• _Task details_
Scan the entries below, and for each line that includes the word "Metro", make a copy.

BEGIN Given information

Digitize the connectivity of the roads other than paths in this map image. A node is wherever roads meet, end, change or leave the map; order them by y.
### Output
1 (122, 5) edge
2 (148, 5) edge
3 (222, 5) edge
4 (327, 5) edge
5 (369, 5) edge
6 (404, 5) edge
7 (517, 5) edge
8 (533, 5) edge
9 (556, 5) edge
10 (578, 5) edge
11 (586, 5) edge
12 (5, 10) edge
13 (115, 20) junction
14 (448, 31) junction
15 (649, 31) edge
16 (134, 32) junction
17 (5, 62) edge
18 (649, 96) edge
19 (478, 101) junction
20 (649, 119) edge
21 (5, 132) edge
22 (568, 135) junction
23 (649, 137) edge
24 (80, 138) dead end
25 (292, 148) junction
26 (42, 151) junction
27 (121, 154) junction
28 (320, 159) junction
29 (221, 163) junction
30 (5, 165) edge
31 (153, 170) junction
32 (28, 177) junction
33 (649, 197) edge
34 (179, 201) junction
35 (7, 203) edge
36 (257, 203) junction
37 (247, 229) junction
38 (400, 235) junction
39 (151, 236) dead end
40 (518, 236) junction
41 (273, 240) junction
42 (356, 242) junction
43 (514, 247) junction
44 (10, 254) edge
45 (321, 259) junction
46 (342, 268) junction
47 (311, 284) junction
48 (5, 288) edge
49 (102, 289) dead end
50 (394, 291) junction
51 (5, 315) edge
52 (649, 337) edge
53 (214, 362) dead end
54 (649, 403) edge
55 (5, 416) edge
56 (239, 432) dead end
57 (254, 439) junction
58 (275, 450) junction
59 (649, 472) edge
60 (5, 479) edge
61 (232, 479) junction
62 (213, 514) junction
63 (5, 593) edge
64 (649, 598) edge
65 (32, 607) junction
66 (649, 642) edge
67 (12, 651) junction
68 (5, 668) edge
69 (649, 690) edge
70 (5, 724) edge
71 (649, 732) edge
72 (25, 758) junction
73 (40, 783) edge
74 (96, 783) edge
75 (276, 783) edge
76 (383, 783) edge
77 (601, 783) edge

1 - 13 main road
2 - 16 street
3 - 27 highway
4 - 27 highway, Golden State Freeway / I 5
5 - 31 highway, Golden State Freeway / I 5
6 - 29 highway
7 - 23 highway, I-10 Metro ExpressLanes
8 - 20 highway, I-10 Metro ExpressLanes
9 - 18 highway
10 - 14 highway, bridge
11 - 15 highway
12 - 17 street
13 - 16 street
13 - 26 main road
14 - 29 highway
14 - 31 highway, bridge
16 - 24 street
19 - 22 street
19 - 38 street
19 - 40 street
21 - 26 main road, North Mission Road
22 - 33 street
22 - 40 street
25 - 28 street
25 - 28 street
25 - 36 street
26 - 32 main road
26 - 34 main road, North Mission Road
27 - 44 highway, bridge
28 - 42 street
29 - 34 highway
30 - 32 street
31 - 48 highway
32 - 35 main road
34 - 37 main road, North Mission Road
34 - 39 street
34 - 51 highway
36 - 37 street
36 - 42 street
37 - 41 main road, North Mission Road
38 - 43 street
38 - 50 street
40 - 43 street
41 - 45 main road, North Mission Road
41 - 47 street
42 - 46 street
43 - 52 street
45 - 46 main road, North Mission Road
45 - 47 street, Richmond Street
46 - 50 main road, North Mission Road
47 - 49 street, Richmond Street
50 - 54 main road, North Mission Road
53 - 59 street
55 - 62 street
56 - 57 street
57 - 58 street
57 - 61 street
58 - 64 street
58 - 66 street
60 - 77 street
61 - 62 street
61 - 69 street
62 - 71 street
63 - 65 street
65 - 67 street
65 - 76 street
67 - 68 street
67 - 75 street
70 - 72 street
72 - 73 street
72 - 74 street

END Given information

• _Result below_
7 - 23 highway, I-10 Metro ExpressLanes
8 - 20 highway, I-10 Metro ExpressLanes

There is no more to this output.